Перед моим уходом Эрендженов подарил мне кожаный маля. Он до сих пор висит у меня дома на самом видном месте.
Однажды мы с ним зашли в кафе «Спутник». Сели обедать, и я стал благодарить аксакала за все. В этот момент начали подходить посетители. Здоровались и справлялись о здоровье писателя. А он улыбался и дружелюбно отвечал на приветствия незнакомых людей. Был прост, как правда. Мы часто встречались с ним в парке, сидели на лавочке и разговаривали, но там невозможно было уединиться. К Константину Эрендженову всегда подходили знакомые, прерывая беседу.

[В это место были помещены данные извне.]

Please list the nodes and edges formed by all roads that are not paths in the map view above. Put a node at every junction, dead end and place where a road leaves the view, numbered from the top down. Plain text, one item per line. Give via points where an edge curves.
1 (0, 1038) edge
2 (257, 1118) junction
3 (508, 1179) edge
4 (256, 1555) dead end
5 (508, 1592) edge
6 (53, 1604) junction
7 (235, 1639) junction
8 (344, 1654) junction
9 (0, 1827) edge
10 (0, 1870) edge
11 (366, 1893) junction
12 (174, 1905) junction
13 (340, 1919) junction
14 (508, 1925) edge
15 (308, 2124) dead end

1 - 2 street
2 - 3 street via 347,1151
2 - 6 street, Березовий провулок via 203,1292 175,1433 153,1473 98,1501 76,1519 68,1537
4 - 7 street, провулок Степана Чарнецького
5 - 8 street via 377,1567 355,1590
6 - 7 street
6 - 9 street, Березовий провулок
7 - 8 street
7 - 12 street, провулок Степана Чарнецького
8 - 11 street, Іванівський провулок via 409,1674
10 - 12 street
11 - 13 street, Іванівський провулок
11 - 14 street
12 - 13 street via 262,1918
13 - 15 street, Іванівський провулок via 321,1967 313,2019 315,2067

«Понимаешь, Колыма, лагерь, жуткое прозябание – это конец! – откровенничал дядя Костя. – Но выжили. Там у меня на многое раскрылись глаза. Кроме тяжелой и мрачной жизни, – ежедневное напряжение. Каждый думает о том, как выжить. Скудная еда, холод, злые надсмотрщики, стукачи. Так и ждешь какую-нибудь «подлянку» от всех.